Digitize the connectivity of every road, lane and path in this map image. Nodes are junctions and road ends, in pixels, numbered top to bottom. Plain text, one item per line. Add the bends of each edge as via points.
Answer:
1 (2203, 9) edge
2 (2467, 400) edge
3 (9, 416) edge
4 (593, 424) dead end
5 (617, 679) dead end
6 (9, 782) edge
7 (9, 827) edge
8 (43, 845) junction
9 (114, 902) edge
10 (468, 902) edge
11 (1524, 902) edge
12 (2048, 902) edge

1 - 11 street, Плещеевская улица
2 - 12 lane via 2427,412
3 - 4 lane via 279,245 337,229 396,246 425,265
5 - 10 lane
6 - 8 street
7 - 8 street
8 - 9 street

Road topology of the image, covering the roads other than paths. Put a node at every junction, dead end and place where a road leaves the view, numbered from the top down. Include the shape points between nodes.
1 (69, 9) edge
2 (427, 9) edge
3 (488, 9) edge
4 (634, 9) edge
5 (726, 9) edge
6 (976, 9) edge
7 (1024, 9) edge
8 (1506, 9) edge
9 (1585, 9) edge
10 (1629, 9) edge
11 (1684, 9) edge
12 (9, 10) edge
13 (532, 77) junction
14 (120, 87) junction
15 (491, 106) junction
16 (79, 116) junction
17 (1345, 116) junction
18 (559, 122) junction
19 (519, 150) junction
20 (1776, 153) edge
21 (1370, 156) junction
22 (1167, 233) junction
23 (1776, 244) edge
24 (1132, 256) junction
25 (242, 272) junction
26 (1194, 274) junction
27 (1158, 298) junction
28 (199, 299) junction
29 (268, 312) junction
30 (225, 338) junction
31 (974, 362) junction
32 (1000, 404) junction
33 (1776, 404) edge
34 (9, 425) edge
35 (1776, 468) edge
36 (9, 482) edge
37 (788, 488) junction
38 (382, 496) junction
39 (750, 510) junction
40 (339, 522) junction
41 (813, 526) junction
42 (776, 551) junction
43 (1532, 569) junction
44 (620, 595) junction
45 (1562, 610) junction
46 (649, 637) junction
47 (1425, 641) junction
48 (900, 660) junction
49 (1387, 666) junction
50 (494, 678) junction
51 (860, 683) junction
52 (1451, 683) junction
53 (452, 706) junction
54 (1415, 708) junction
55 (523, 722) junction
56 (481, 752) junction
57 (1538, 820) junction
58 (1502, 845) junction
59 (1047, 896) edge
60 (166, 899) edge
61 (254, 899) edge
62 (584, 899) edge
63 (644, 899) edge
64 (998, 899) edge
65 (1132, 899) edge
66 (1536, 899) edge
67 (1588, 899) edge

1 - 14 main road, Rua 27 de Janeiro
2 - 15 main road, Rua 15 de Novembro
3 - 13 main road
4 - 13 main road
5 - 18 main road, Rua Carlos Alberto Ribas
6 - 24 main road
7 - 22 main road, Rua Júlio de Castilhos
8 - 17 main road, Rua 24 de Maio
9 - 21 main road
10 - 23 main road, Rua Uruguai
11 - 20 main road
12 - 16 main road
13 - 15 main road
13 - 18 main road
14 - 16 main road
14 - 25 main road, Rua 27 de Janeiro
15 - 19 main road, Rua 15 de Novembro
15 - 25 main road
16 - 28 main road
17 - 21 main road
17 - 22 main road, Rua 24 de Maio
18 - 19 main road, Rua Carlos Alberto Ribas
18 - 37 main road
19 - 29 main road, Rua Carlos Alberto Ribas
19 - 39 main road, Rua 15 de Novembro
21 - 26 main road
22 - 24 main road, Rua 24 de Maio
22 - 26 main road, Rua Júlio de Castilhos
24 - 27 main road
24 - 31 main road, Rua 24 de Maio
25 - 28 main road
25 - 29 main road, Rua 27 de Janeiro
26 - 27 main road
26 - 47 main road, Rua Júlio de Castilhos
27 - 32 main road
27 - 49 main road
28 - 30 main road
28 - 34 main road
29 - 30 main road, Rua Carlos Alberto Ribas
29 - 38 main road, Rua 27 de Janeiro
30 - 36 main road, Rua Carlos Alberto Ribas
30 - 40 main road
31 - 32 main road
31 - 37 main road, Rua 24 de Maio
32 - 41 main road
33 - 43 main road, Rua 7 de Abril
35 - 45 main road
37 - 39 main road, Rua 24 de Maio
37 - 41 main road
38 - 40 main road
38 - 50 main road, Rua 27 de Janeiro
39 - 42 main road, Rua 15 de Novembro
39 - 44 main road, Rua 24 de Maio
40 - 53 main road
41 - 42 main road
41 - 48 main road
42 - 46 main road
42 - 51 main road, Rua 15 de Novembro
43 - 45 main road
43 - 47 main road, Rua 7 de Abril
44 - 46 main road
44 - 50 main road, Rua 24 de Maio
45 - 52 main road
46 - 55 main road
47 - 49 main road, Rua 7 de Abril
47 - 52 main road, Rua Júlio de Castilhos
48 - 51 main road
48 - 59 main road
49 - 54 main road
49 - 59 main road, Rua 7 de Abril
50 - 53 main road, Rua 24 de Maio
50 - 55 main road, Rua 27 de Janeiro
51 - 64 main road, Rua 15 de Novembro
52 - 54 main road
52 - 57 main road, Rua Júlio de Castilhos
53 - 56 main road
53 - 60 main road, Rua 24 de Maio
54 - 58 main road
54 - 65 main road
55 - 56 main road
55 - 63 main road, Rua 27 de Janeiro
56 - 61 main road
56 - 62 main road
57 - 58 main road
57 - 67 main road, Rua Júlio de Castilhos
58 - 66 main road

⁂

## Task prompt
Output the material in full, exactly as it appears.

## Task answer
Digitize the connectivity of every road, lane and path in this map image. Nodes are junctions and road ends, in pixels, numbered top to bottom. Plain text, one item per line. Add the bends of each edge as via points.
Answer:
1 (2203, 9) edge
2 (2467, 400) edge
3 (9, 416) edge
4 (593, 424) dead end
5 (617, 679) dead end
6 (9, 782) edge
7 (9, 827) edge
8 (43, 845) junction
9 (114, 902) edge
10 (468, 902) edge
11 (1524, 902) edge
12 (2048, 902) edge

1 - 11 street, Плещеевская улица
2 - 12 lane via 2427,412
3 - 4 lane via 279,245 337,229 396,246 425,265
5 - 10 lane
6 - 8 street
7 - 8 street
8 - 9 street

Road topology of the image, covering the roads other than paths. Put a node at every junction, dead end and place where a road leaves the view, numbered from the top down. Include the shape points between nodes.
1 (69, 9) edge
2 (427, 9) edge
3 (488, 9) edge
4 (634, 9) edge
5 (726, 9) edge
6 (976, 9) edge
7 (1024, 9) edge
8 (1506, 9) edge
9 (1585, 9) edge
10 (1629, 9) edge
11 (1684, 9) edge
12 (9, 10) edge
13 (532, 77) junction
14 (120, 87) junction
15 (491, 106) junction
16 (79, 116) junction
17 (1345, 116) junction
18 (559, 122) junction
19 (519, 150) junction
20 (1776, 153) edge
21 (1370, 156) junction
22 (1167, 233) junction
23 (1776, 244) edge
24 (1132, 256) junction
25 (242, 272) junction
26 (1194, 274) junction
27 (1158, 298) junction
28 (199, 299) junction
29 (268, 312) junction
30 (225, 338) junction
31 (974, 362) junction
32 (1000, 404) junction
33 (1776, 404) edge
34 (9, 425) edge
35 (1776, 468) edge
36 (9, 482) edge
37 (788, 488) junction
38 (382, 496) junction
39 (750, 510) junction
40 (339, 522) junction
41 (813, 526) junction
42 (776, 551) junction
43 (1532, 569) junction
44 (620, 595) junction
45 (1562, 610) junction
46 (649, 637) junction
47 (1425, 641) junction
48 (900, 660) junction
49 (1387, 666) junction
50 (494, 678) junction
51 (860, 683) junction
52 (1451, 683) junction
53 (452, 706) junction
54 (1415, 708) junction
55 (523, 722) junction
56 (481, 752) junction
57 (1538, 820) junction
58 (1502, 845) junction
59 (1047, 896) edge
60 (166, 899) edge
61 (254, 899) edge
62 (584, 899) edge
63 (644, 899) edge
64 (998, 899) edge
65 (1132, 899) edge
66 (1536, 899) edge
67 (1588, 899) edge

1 - 14 main road, Rua 27 de Janeiro
2 - 15 main road, Rua 15 de Novembro
3 - 13 main road
4 - 13 main road
5 - 18 main road, Rua Carlos Alberto Ribas
6 - 24 main road
7 - 22 main road, Rua Júlio de Castilhos
8 - 17 main road, Rua 24 de Maio
9 - 21 main road
10 - 23 main road, Rua Uruguai
11 - 20 main road
12 - 16 main road
13 - 15 main road
13 - 18 main road
14 - 16 main road
14 - 25 main road, Rua 27 de Janeiro
15 - 19 main road, Rua 15 de Novembro
15 - 25 main road
16 - 28 main road
17 - 21 main road
17 - 22 main road, Rua 24 de Maio
18 - 19 main road, Rua Carlos Alberto Ribas
18 - 37 main road
19 - 29 main road, Rua Carlos Alberto Ribas
19 - 39 main road, Rua 15 de Novembro
21 - 26 main road
22 - 24 main road, Rua 24 de Maio
22 - 26 main road, Rua Júlio de Castilhos
24 - 27 main road
24 - 31 main road, Rua 24 de Maio
25 - 28 main road
25 - 29 main road, Rua 27 de Janeiro
26 - 27 main road
26 - 47 main road, Rua Júlio de Castilhos
27 - 32 main road
27 - 49 main road
28 - 30 main road
28 - 34 main road
29 - 30 main road, Rua Carlos Alberto Ribas
29 - 38 main road, Rua 27 de Janeiro
30 - 36 main road, Rua Carlos Alberto Ribas
30 - 40 main road
31 - 32 main road
31 - 37 main road, Rua 24 de Maio
32 - 41 main road
33 - 43 main road, Rua 7 de Abril
35 - 45 main road
37 - 39 main road, Rua 24 de Maio
37 - 41 main road
38 - 40 main road
38 - 50 main road, Rua 27 de Janeiro
39 - 42 main road, Rua 15 de Novembro
39 - 44 main road, Rua 24 de Maio
40 - 53 main road
41 - 42 main road
41 - 48 main road
42 - 46 main road
42 - 51 main road, Rua 15 de Novembro
43 - 45 main road
43 - 47 main road, Rua 7 de Abril
44 - 46 main road
44 - 50 main road, Rua 24 de Maio
45 - 52 main road
46 - 55 main road
47 - 49 main road, Rua 7 de Abril
47 - 52 main road, Rua Júlio de Castilhos
48 - 51 main road
48 - 59 main road
49 - 54 main road
49 - 59 main road, Rua 7 de Abril
50 - 53 main road, Rua 24 de Maio
50 - 55 main road, Rua 27 de Janeiro
51 - 64 main road, Rua 15 de Novembro
52 - 54 main road
52 - 57 main road, Rua Júlio de Castilhos
53 - 56 main road
53 - 60 main road, Rua 24 de Maio
54 - 58 main road
54 - 65 main road
55 - 56 main road
55 - 63 main road, Rua 27 de Janeiro
56 - 61 main road
56 - 62 main road
57 - 58 main road
57 - 67 main road, Rua Júlio de Castilhos
58 - 66 main road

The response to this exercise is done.